→ Work instruction: Would you copy every record exactly as it stands and drop the pictures?

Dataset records
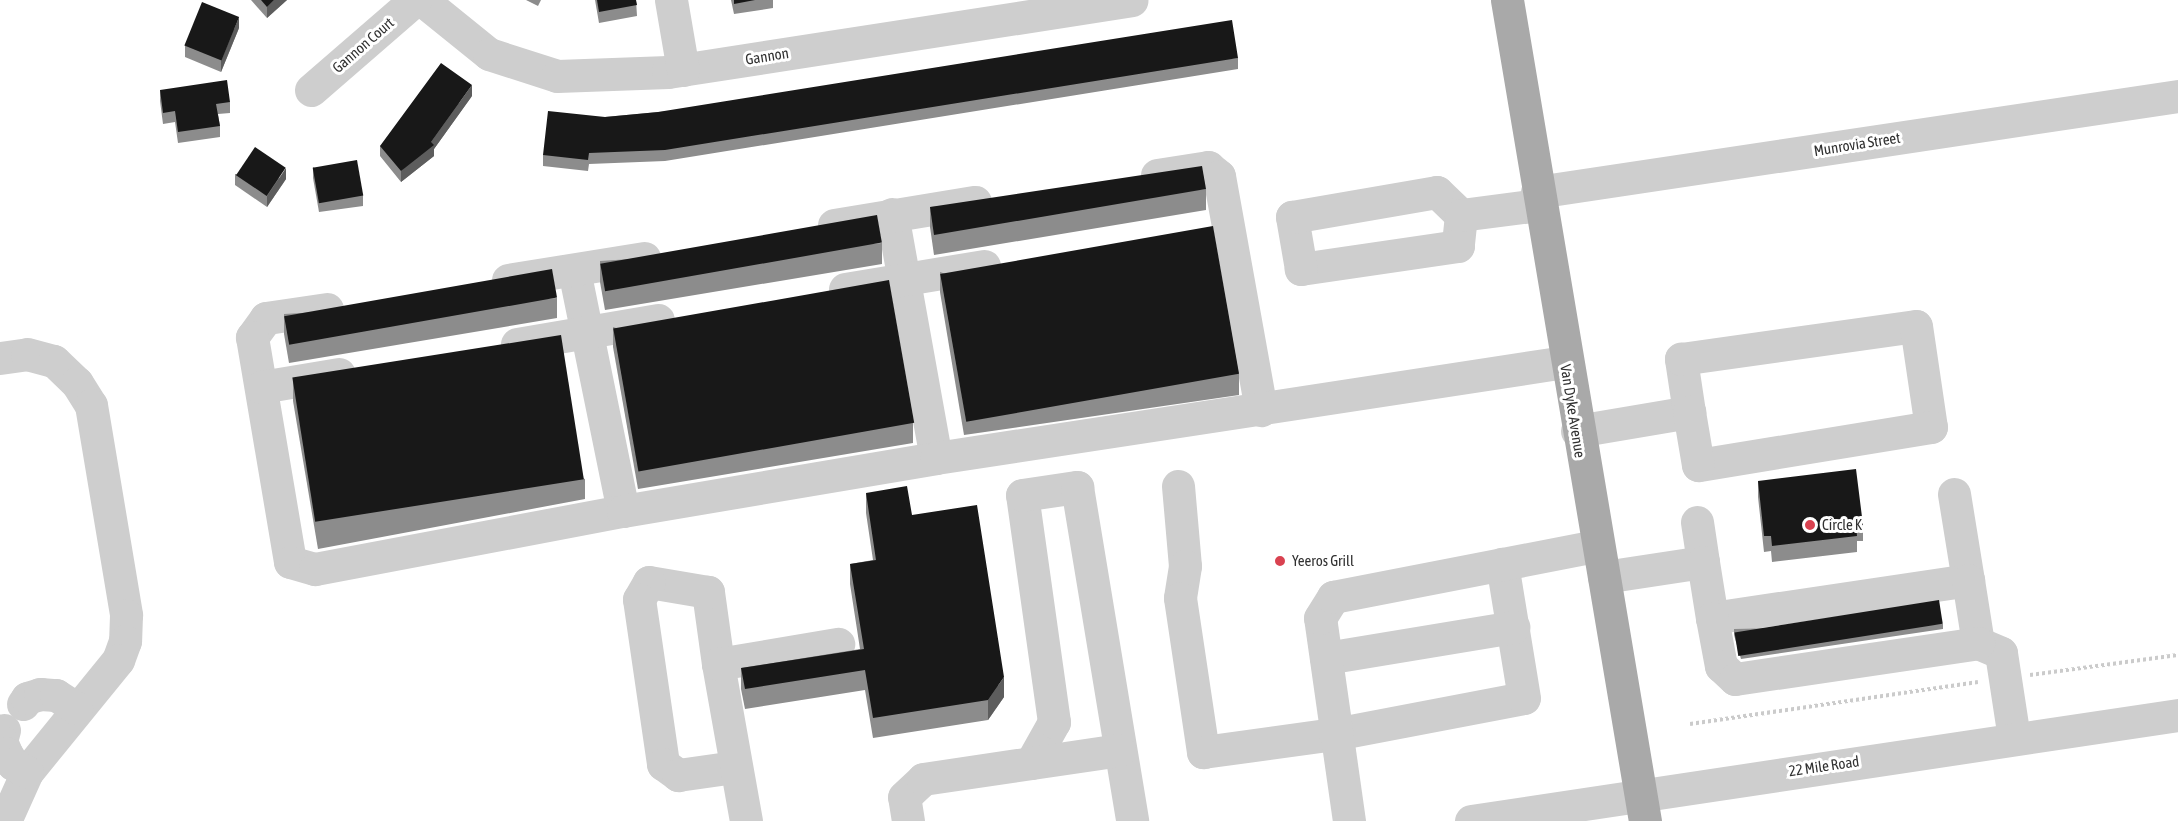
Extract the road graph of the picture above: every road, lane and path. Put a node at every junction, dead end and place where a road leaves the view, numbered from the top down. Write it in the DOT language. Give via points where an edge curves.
graph roads {
  1 [pos="415,0"];
  2 [pos="422,0"];
  3 [pos="671,0"];
  4 [pos="1131,0"];
  5 [pos="1507,0"];
  6 [pos="964,13"];
  7 [pos="683,70"];
  8 [pos="311,90"];
  9 [pos="2178,96"];
  10 [pos="1126,179"];
  11 [pos="1009,197"];
  12 [pos="1538,199"];
  13 [pos="892,214"];
  14 [pos="1461,215"];
  15 [pos="1227,225"];
  16 [pos="798,231"];
  17 [pos="1193,231"];
  18 [pos="669,254"];
  19 [pos="1019,260"];
  20 [pos="574,270"];
  21 [pos="904,279"];
  22 [pos="480,285"];
  23 [pos="810,294"];
  24 [pos="361,303"];
  25 [pos="693,314"];
  26 [pos="587,332"];
  27 [pos="482,350"];
  28 [pos="0,358"];
  29 [pos="1565,362"];
  30 [pos="365,369"];
  31 [pos="261,387"];
  32 [pos="1261,410"];
  33 [pos="1689,412"];
  34 [pos="1577,431"];
  35 [pos="936,458"];
  36 [pos="1178,486"];
  37 [pos="1954,494"];
  38 [pos="623,511"];
  39 [pos="1697,522"];
  40 [pos="1600,562"];
  41 [pos="1703,562"];
  42 [pos="1502,564"];
  43 [pos="1968,580"];
  44 [pos="1713,618"];
  45 [pos="1513,627"];
  46 [pos="1831,634"];
  47 [pos="1978,643"];
  48 [pos="838,644"];
  49 [pos="2178,655"];
  50 [pos="1326,658"];
  51 [pos="718,664"];
  52 [pos="2005,679"];
  53 [pos="76,708"];
  54 [pos="2178,715"];
  55 [pos="1690,724"];
  56 [pos="1335,734"];
  57 [pos="2014,738"];
  58 [pos="1119,750"];
  59 [pos="1031,763"];
  60 [pos="734,767"];
  61 [pos="27,772"];
  62 [pos="1643,807"];
  63 [pos="5,821"];
  64 [pos="746,821"];
  65 [pos="908,821"];
  66 [pos="1132,821"];
  67 [pos="1349,821"];
  68 [pos="1471,821"];
  1 -- 8 [label="street, Gannon Court"];
  2 -- 7 [label="street, Gannon" via="489,54 557,76"];
  3 -- 7 [label="street"];
  4 -- 6 [label="street, Gannon"];
  5 -- 12 [label="main road, Van Dyke Avenue"];
  6 -- 7 [label="street, Gannon"];
  9 -- 12 [label="street, Munrovia Street"];
  10 -- 15 [label="street" via="1208,167 1219,176"];
  11 -- 13 [label="street"];
  12 -- 14 [label="street, Munrovia Street"];
  12 -- 29 [label="main road, Van Dyke Avenue"];
  13 -- 16 [label="street"];
  13 -- 21 [label="street"];
  14 -- 14 [label="street" via="1437,192 1292,217 1301,269 1458,246"];
  15 -- 17 [label="street"];
  15 -- 32 [label="street"];
  18 -- 20 [label="street"];
  19 -- 21 [label="street"];
  20 -- 22 [label="street"];
  20 -- 26 [label="street"];
  21 -- 23 [label="street"];
  21 -- 35 [label="street"];
  24 -- 31 [label="street" via="266,318 252,338"];
  25 -- 26 [label="street"];
  26 -- 27 [label="street"];
  26 -- 38 [label="street"];
  28 -- 53 [label="street" via="27,354 54,361 77,382 91,405 126,632 118,660"];
  29 -- 32 [label="street"];
  29 -- 34 [label="main road, Van Dyke Avenue"];
  30 -- 31 [label="street"];
  31 -- 38 [label="street" via="290,562 315,569"];
  32 -- 35 [label="street"];
  33 -- 33 [label="street" via="1681,359 1916,326 1931,427 1698,465"];
  33 -- 34 [label="street"];
  34 -- 40 [label="main road, Van Dyke Avenue"];
  35 -- 38 [label="street"];
  36 -- 56 [label="street" via="1185,566 1179,598 1203,752"];
  37 -- 43 [label="street"];
  39 -- 41 [label="street"];
  40 -- 41 [label="street"];
  40 -- 42 [label="street"];
  40 -- 62 [label="main road, Van Dyke Avenue"];
  41 -- 44 [label="street"];
  42 -- 45 [label="street"];
  42 -- 50 [label="street" via="1333,597 1320,618"];
  43 -- 46 [label="street"];
  43 -- 47 [label="street"];
  44 -- 46 [label="street"];
  44 -- 46 [label="street" via="1721,666 1735,679"];
  45 -- 50 [label="street"];
  45 -- 56 [label="street" via="1524,698"];
  46 -- 47 [label="street"];
  47 -- 52 [label="street" via="2001,653"];
  48 -- 51 [label="street"];
  49 -- 52 [label="path"];
  50 -- 56 [label="street"];
  51 -- 60 [label="street"];
  51 -- 60 [label="street" via="708,592 649,582 639,599 663,764 678,775"];
  52 -- 55 [label="path"];
  52 -- 57 [label="street"];
  53 -- 61 [label="street"];
  53 -- 61 [label="street" via="57,695 27,698 1,741 13,764"];
  54 -- 57 [label="street, 22 Mile Road"];
  56 -- 67 [label="street"];
  57 -- 62 [label="street, 22 Mile Road"];
  58 -- 59 [label="street"];
  58 -- 59 [label="street" via="1077,487 1066,488 1022,495 1054,722"];
  58 -- 66 [label="street"];
  59 -- 65 [label="street" via="923,779 904,797"];
  60 -- 64 [label="street"];
  61 -- 63 [label="street"];
  62 -- 68 [label="street, 22 Mile Road"];
}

→ Output of the task:
Extract the road graph of the picture above: every road, lane and path. Put a node at every junction, dead end and place where a road leaves the view, numbered from the top down. Write it in the DOT language. Give via points where an edge curves.
graph roads {
  1 [pos="415,0"];
  2 [pos="422,0"];
  3 [pos="671,0"];
  4 [pos="1131,0"];
  5 [pos="1507,0"];
  6 [pos="964,13"];
  7 [pos="683,70"];
  8 [pos="311,90"];
  9 [pos="2178,96"];
  10 [pos="1126,179"];
  11 [pos="1009,197"];
  12 [pos="1538,199"];
  13 [pos="892,214"];
  14 [pos="1461,215"];
  15 [pos="1227,225"];
  16 [pos="798,231"];
  17 [pos="1193,231"];
  18 [pos="669,254"];
  19 [pos="1019,260"];
  20 [pos="574,270"];
  21 [pos="904,279"];
  22 [pos="480,285"];
  23 [pos="810,294"];
  24 [pos="361,303"];
  25 [pos="693,314"];
  26 [pos="587,332"];
  27 [pos="482,350"];
  28 [pos="0,358"];
  29 [pos="1565,362"];
  30 [pos="365,369"];
  31 [pos="261,387"];
  32 [pos="1261,410"];
  33 [pos="1689,412"];
  34 [pos="1577,431"];
  35 [pos="936,458"];
  36 [pos="1178,486"];
  37 [pos="1954,494"];
  38 [pos="623,511"];
  39 [pos="1697,522"];
  40 [pos="1600,562"];
  41 [pos="1703,562"];
  42 [pos="1502,564"];
  43 [pos="1968,580"];
  44 [pos="1713,618"];
  45 [pos="1513,627"];
  46 [pos="1831,634"];
  47 [pos="1978,643"];
  48 [pos="838,644"];
  49 [pos="2178,655"];
  50 [pos="1326,658"];
  51 [pos="718,664"];
  52 [pos="2005,679"];
  53 [pos="76,708"];
  54 [pos="2178,715"];
  55 [pos="1690,724"];
  56 [pos="1335,734"];
  57 [pos="2014,738"];
  58 [pos="1119,750"];
  59 [pos="1031,763"];
  60 [pos="734,767"];
  61 [pos="27,772"];
  62 [pos="1643,807"];
  63 [pos="5,821"];
  64 [pos="746,821"];
  65 [pos="908,821"];
  66 [pos="1132,821"];
  67 [pos="1349,821"];
  68 [pos="1471,821"];
  1 -- 8 [label="street, Gannon Court"];
  2 -- 7 [label="street, Gannon" via="489,54 557,76"];
  3 -- 7 [label="street"];
  4 -- 6 [label="street, Gannon"];
  5 -- 12 [label="main road, Van Dyke Avenue"];
  6 -- 7 [label="street, Gannon"];
  9 -- 12 [label="street, Munrovia Street"];
  10 -- 15 [label="street" via="1208,167 1219,176"];
  11 -- 13 [label="street"];
  12 -- 14 [label="street, Munrovia Street"];
  12 -- 29 [label="main road, Van Dyke Avenue"];
  13 -- 16 [label="street"];
  13 -- 21 [label="street"];
  14 -- 14 [label="street" via="1437,192 1292,217 1301,269 1458,246"];
  15 -- 17 [label="street"];
  15 -- 32 [label="street"];
  18 -- 20 [label="street"];
  19 -- 21 [label="street"];
  20 -- 22 [label="street"];
  20 -- 26 [label="street"];
  21 -- 23 [label="street"];
  21 -- 35 [label="street"];
  24 -- 31 [label="street" via="266,318 252,338"];
  25 -- 26 [label="street"];
  26 -- 27 [label="street"];
  26 -- 38 [label="street"];
  28 -- 53 [label="street" via="27,354 54,361 77,382 91,405 126,632 118,660"];
  29 -- 32 [label="street"];
  29 -- 34 [label="main road, Van Dyke Avenue"];
  30 -- 31 [label="street"];
  31 -- 38 [label="street" via="290,562 315,569"];
  32 -- 35 [label="street"];
  33 -- 33 [label="street" via="1681,359 1916,326 1931,427 1698,465"];
  33 -- 34 [label="street"];
  34 -- 40 [label="main road, Van Dyke Avenue"];
  35 -- 38 [label="street"];
  36 -- 56 [label="street" via="1185,566 1179,598 1203,752"];
  37 -- 43 [label="street"];
  39 -- 41 [label="street"];
  40 -- 41 [label="street"];
  40 -- 42 [label="street"];
  40 -- 62 [label="main road, Van Dyke Avenue"];
  41 -- 44 [label="street"];
  42 -- 45 [label="street"];
  42 -- 50 [label="street" via="1333,597 1320,618"];
  43 -- 46 [label="street"];
  43 -- 47 [label="street"];
  44 -- 46 [label="street"];
  44 -- 46 [label="street" via="1721,666 1735,679"];
  45 -- 50 [label="street"];
  45 -- 56 [label="street" via="1524,698"];
  46 -- 47 [label="street"];
  47 -- 52 [label="street" via="2001,653"];
  48 -- 51 [label="street"];
  49 -- 52 [label="path"];
  50 -- 56 [label="street"];
  51 -- 60 [label="street"];
  51 -- 60 [label="street" via="708,592 649,582 639,599 663,764 678,775"];
  52 -- 55 [label="path"];
  52 -- 57 [label="street"];
  53 -- 61 [label="street"];
  53 -- 61 [label="street" via="57,695 27,698 1,741 13,764"];
  54 -- 57 [label="street, 22 Mile Road"];
  56 -- 67 [label="street"];
  57 -- 62 [label="street, 22 Mile Road"];
  58 -- 59 [label="street"];
  58 -- 59 [label="street" via="1077,487 1066,488 1022,495 1054,722"];
  58 -- 66 [label="street"];
  59 -- 65 [label="street" via="923,779 904,797"];
  60 -- 64 [label="street"];
  61 -- 63 [label="street"];
  62 -- 68 [label="street, 22 Mile Road"];
}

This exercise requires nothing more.